Our culture-free ultrasensitive ELISA method detects only live TB bacilli with high sensitivity within hours, allowing for rapid diagnosis of TB and monitoring drug efficacy.
Matching Planner Program from JST (VP29117939087), the A-STEP Program from JST (AS3015096U), Waseda University grants for Specific Research Projects (2017A-015 and 2019C-123), the Precise Measurement Technology Promotion Foundation to E.I.
核酸扩增检测(NAAT)广泛用于诊断结核病(TB),但无法区分活细菌和死细菌。可以通过培养方法分离活细菌,但这很耗时。我们开发了一种新的 TB 诊断方法,可在数小时内以高灵敏度检测仅活细菌。

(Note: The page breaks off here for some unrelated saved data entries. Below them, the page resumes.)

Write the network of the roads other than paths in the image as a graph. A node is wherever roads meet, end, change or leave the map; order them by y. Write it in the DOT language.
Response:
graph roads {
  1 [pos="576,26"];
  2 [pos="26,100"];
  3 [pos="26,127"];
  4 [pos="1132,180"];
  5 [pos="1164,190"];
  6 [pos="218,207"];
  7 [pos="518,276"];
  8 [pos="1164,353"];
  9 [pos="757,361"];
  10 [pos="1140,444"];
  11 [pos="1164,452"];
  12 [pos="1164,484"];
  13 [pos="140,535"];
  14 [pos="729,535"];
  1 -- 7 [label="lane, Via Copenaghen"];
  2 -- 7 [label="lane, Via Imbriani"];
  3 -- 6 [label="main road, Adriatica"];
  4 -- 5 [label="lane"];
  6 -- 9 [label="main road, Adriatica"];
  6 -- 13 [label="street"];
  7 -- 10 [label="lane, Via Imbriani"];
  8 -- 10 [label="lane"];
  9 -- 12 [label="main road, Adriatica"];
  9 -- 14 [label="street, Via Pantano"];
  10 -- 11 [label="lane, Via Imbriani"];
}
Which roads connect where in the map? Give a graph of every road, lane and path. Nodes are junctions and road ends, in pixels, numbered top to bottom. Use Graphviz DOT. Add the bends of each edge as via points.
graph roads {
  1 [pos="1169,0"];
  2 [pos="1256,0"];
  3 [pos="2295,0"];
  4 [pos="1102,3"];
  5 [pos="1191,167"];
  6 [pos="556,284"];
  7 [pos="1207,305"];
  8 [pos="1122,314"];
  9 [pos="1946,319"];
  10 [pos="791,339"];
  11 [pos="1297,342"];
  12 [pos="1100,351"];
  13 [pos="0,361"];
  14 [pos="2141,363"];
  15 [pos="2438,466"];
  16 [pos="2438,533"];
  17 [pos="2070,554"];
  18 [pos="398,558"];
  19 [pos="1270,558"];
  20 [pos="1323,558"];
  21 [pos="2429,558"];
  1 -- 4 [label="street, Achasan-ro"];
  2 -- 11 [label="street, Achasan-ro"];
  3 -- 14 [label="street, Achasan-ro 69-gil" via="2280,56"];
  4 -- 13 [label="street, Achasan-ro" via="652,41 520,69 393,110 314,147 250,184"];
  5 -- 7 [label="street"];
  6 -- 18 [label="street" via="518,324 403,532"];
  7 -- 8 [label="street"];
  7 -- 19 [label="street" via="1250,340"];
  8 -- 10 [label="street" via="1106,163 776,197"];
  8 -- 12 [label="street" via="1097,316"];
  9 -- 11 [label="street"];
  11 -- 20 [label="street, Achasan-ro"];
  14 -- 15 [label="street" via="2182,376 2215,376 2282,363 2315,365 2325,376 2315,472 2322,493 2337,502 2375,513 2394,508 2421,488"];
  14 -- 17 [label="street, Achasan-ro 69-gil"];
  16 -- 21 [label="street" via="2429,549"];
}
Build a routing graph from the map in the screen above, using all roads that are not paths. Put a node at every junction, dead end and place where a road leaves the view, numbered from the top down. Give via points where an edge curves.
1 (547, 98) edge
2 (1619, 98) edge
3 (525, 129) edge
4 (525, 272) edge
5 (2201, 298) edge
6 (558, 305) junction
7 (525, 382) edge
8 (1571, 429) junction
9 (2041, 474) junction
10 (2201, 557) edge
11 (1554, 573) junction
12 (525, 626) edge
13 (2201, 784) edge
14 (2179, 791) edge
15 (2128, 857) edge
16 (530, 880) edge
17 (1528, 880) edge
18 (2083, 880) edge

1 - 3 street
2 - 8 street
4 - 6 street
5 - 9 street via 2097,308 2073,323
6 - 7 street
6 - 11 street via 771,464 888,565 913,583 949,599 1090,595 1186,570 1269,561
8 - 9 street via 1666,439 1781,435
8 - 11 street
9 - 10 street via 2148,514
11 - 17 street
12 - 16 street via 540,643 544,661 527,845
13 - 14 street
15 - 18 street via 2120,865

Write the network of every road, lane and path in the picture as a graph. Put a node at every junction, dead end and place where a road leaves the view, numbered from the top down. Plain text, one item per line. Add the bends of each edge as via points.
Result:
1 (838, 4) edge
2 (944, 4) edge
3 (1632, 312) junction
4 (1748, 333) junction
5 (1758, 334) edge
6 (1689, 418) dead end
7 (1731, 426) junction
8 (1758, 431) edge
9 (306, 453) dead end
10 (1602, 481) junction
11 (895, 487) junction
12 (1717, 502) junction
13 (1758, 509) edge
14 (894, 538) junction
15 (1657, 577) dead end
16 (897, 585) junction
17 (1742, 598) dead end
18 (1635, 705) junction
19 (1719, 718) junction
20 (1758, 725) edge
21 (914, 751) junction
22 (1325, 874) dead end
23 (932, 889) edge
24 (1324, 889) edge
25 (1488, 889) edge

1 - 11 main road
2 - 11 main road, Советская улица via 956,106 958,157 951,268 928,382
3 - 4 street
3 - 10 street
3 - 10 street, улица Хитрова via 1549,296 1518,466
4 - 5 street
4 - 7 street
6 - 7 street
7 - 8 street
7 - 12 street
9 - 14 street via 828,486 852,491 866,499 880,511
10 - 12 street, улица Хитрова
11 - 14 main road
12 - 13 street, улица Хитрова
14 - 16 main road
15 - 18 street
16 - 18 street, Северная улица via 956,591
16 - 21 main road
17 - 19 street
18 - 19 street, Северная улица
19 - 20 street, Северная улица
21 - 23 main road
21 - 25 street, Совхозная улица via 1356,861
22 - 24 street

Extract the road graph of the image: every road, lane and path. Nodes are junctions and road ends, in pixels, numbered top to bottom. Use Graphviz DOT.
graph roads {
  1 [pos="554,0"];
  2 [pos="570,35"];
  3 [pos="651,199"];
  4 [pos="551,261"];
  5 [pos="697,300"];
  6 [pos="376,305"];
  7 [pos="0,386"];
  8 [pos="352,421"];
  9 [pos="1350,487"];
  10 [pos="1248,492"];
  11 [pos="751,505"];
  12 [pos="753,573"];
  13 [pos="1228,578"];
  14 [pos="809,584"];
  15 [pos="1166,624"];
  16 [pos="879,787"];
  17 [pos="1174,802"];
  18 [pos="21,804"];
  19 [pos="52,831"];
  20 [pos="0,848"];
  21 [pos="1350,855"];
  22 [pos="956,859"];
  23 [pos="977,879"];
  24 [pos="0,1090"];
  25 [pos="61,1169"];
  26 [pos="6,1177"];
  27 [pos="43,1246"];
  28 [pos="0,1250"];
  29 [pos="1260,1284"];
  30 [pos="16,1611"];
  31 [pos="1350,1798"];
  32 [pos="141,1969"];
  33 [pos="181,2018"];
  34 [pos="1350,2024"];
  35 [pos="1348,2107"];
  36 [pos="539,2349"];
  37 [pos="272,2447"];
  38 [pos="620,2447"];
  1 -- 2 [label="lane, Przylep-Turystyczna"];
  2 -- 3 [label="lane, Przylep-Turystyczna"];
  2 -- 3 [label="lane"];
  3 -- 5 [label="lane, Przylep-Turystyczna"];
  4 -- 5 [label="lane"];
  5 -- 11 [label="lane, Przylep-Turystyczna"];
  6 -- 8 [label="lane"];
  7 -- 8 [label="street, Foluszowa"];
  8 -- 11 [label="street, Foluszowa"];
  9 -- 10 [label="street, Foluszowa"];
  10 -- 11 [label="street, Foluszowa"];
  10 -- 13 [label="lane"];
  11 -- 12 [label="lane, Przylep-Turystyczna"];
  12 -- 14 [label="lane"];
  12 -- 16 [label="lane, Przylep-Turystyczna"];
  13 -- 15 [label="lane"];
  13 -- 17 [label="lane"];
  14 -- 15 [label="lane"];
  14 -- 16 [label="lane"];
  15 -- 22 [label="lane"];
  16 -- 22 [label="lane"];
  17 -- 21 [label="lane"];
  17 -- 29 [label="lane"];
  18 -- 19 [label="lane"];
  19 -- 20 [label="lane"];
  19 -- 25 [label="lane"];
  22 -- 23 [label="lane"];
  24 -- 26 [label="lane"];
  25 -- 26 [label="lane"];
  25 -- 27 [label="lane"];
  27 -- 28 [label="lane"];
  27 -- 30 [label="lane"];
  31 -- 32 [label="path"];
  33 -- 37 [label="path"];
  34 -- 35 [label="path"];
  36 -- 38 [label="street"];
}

2017 年至 2018 年在台湾进行了一项前瞻性研究。连续收集了 1102 例疑似结核感染患者的痰液。痰液经过预处理并在 46°C 下加热 1 小时,以诱导活结核分枝杆菌分泌 MPT64 蛋白。我们使用我们的超敏酶联免疫吸附试验(ELISA)与硫代烟酰胺腺嘌呤二核苷酸(thio-NAD)循环结合来检测 MPT64。我们将我们的数据与培养试验(MGIT)、涂片试验(金胺染色)和 NAAT(Xpert)的结果进行了比较。
我们无培养超敏 ELISA 中 MPT64 的检测限为 2.0×10 摩尔/测定。当将阳性反应的标准设置为吸光度值≥17 mAbs 时,这对应于培养方法中的约 330 CFU/mL-几乎与培养方法一样高的检测灵敏度。为了确认 MPT64 仅从活细菌中分泌出来,使用 8 μg/mL 利福平杀死牛分枝杆菌,然后加热。经过此程序,我们的方法未检测到 MPT64。我们的快速超敏 ELISA 方法仅需 5 小时即可完成。将我们的方法与 944 个标本的培养试验结果进行比较,显示敏感性为 86.9%(93/107,95%CI:79.0-92.7%),特异性为 92.0%(770/837,95%CI:89.9-93.7%)。性能数据(McNemar 检验,P=0.887)与 Xpert 试验无显著差异。此外,在涂片试验的≥1+滴度时,我们无培养超敏 ELISA 试验的阳性预测值与培养试验非常吻合。此外,由于我们的试验仅检测活细菌,因此我们的无培养超敏 ELISA 试验在检查药物疗效方面比 Xpert 试验更有效。
我们的无培养超敏 ELISA 方法可在数小时内以高灵敏度检测仅活 TB 细菌,从而可快速诊断结核病并监测药物疗效。
日本科学技术振兴机构(JST)的配套计划(VP29117939087)、日本科学技术振兴机构的 A-STEP 计划(AS3015096U)、早稻田大学特定研究项目补助金(2017A-015 和 2019C-123)、精密测量技术促进基金会给 E.I.的补助金。